How to complete this task
Copy out every line of the data where the word "exch" is found.

*** Opening of Task data ***

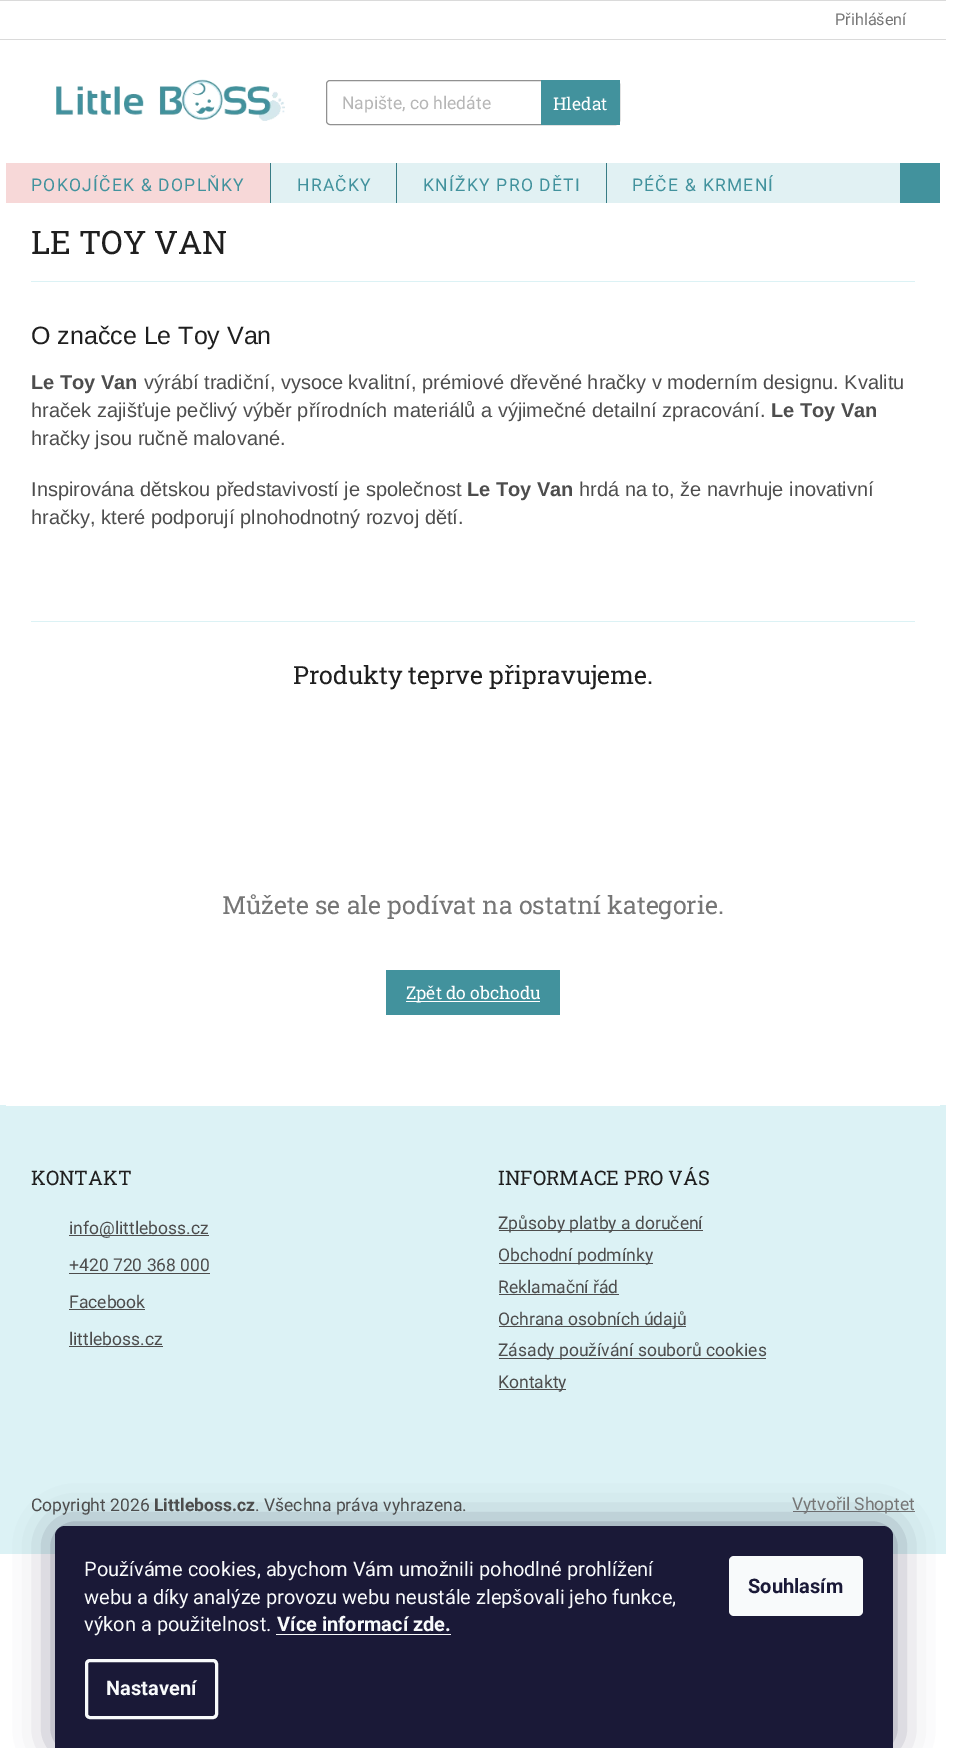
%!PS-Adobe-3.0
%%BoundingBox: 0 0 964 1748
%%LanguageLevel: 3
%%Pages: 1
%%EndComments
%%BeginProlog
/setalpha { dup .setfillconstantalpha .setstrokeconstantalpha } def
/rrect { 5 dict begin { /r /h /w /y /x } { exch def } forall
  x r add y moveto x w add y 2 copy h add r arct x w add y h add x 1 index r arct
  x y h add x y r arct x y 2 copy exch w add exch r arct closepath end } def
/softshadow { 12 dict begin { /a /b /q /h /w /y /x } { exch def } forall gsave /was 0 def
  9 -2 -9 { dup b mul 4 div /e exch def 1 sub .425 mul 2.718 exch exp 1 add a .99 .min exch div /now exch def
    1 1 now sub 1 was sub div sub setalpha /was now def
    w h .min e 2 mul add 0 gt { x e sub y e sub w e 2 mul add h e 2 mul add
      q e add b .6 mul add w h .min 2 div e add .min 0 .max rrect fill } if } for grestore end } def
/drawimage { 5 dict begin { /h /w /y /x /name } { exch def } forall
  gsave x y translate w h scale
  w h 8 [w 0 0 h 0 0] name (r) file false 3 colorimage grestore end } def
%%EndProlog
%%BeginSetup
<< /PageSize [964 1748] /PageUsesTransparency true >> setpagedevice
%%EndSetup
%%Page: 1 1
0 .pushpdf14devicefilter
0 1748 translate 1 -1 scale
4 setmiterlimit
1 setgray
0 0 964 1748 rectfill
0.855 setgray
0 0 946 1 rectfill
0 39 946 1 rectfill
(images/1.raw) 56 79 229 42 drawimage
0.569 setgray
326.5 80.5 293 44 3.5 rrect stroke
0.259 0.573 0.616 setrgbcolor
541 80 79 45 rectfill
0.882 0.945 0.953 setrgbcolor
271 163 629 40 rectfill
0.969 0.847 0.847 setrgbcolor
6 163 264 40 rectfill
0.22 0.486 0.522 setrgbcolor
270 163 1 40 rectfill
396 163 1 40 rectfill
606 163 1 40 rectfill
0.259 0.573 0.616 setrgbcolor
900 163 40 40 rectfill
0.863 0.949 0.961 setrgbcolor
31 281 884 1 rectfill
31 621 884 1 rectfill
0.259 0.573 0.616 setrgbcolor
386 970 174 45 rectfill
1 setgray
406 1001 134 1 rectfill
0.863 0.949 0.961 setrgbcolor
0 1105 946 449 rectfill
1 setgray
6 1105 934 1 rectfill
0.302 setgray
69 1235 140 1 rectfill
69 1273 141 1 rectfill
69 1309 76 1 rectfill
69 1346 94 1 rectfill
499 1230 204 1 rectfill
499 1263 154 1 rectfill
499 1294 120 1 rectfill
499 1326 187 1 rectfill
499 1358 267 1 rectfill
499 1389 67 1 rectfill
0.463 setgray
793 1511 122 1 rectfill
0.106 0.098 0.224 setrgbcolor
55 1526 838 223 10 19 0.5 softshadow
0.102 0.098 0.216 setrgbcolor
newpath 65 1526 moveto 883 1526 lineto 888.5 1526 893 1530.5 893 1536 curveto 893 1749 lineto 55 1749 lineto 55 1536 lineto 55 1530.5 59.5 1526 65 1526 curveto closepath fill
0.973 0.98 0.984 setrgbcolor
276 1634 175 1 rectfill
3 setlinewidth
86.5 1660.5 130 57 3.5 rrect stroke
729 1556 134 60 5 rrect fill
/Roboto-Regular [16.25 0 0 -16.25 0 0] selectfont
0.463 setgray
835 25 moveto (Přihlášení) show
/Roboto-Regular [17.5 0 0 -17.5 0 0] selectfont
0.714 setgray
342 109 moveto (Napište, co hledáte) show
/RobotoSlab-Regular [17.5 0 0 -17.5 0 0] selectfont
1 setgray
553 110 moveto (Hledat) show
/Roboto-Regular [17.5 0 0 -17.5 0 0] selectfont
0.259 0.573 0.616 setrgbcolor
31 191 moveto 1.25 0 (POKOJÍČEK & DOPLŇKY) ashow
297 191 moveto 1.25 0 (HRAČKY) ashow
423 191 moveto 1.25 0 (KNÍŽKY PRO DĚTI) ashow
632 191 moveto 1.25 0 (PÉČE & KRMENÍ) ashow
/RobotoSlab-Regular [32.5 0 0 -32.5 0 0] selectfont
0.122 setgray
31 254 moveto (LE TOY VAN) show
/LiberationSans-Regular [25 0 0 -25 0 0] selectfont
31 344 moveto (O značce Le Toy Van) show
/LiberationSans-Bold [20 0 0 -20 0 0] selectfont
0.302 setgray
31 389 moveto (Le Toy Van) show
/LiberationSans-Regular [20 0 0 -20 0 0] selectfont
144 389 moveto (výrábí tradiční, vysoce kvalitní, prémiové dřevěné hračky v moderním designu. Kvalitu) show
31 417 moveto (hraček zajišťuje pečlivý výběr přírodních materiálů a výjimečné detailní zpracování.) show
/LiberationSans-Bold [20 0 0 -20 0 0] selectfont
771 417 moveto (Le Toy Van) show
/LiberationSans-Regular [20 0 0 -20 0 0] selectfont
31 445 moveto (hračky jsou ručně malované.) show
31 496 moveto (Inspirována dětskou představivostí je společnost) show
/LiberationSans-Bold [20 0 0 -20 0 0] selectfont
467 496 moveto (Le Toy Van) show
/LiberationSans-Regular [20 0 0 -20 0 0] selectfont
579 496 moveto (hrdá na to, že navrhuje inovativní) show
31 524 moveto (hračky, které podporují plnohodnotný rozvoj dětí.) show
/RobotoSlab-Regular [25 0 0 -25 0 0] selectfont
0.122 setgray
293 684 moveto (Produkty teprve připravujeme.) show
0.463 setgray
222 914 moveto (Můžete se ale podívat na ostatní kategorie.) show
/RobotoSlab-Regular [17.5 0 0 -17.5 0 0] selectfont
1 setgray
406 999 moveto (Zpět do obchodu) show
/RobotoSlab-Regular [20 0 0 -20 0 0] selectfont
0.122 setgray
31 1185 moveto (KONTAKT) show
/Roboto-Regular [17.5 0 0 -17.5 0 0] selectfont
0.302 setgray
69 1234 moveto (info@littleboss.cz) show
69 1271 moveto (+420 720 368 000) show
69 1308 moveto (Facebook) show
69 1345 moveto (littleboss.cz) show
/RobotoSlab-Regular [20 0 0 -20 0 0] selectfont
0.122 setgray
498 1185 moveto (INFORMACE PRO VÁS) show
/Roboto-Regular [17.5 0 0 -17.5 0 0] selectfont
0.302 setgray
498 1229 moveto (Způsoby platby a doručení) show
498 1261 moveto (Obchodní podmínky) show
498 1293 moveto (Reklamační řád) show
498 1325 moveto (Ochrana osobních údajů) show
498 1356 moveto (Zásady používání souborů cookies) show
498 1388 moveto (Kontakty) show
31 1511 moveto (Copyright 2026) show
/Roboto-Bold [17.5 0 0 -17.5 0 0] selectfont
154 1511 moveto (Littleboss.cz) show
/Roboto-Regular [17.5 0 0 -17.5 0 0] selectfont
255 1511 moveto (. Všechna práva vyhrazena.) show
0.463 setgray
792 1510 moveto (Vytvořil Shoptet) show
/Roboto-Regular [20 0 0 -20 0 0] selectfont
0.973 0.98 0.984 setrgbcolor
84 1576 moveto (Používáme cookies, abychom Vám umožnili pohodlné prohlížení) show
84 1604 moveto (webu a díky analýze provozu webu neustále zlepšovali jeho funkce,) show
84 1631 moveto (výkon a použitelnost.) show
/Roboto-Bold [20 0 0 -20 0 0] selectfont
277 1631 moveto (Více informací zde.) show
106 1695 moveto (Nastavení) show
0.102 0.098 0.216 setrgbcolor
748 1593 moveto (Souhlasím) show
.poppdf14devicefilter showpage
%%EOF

*** Close of Task data ***

Response below
/rrect { 5 dict begin { /r /h /w /y /x } { exch def } forall
  x y h add x y r arct x y 2 copy exch w add exch r arct closepath end } def
/softshadow { 12 dict begin { /a /b /q /h /w /y /x } { exch def } forall gsave /was 0 def
  9 -2 -9 { dup b mul 4 div /e exch def 1 sub .425 mul 2.718 exch exp 1 add a .99 .min exch div /now exch def
/drawimage { 5 dict begin { /h /w /y /x /name } { exch def } forall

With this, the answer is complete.